[Dataset records]
== Segment start ==

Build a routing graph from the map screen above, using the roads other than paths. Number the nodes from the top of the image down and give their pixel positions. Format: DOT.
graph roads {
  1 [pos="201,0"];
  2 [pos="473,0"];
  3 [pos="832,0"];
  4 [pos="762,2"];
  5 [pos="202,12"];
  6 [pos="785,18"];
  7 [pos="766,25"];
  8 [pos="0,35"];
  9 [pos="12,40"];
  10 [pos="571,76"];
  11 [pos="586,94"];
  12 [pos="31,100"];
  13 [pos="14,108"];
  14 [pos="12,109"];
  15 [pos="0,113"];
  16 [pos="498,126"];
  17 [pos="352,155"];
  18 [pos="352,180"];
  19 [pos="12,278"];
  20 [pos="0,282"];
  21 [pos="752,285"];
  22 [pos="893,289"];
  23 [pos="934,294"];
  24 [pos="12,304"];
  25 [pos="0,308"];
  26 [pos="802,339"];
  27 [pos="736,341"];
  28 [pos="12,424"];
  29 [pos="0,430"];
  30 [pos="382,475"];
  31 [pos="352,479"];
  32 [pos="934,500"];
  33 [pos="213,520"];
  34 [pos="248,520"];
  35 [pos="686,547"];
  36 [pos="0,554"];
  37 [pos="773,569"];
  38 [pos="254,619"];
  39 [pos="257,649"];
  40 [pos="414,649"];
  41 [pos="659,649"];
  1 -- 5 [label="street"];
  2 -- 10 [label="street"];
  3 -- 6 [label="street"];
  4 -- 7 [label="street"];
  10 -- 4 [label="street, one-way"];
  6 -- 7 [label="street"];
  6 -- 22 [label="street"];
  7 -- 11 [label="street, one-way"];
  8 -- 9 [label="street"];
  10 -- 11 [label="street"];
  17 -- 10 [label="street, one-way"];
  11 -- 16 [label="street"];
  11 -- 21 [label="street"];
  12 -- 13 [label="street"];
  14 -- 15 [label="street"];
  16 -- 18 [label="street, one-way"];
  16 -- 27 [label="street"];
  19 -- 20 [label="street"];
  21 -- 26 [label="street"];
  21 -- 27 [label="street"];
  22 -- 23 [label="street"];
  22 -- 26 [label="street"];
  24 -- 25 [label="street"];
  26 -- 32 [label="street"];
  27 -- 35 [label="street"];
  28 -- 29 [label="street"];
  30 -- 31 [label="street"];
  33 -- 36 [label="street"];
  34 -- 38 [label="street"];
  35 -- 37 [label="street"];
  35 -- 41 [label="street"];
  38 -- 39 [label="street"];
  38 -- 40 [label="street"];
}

== Segment end ==

[WHAT YOU SHOULD DO] Wherever the string "graph" occurs in the records, copy the line it is in.

[ANSWER FOR THE TASK]
Build a routing graph from the map screen above, using the roads other than paths. Number the nodes from the top of the image down and give their pixel positions. Format: DOT.
graph roads {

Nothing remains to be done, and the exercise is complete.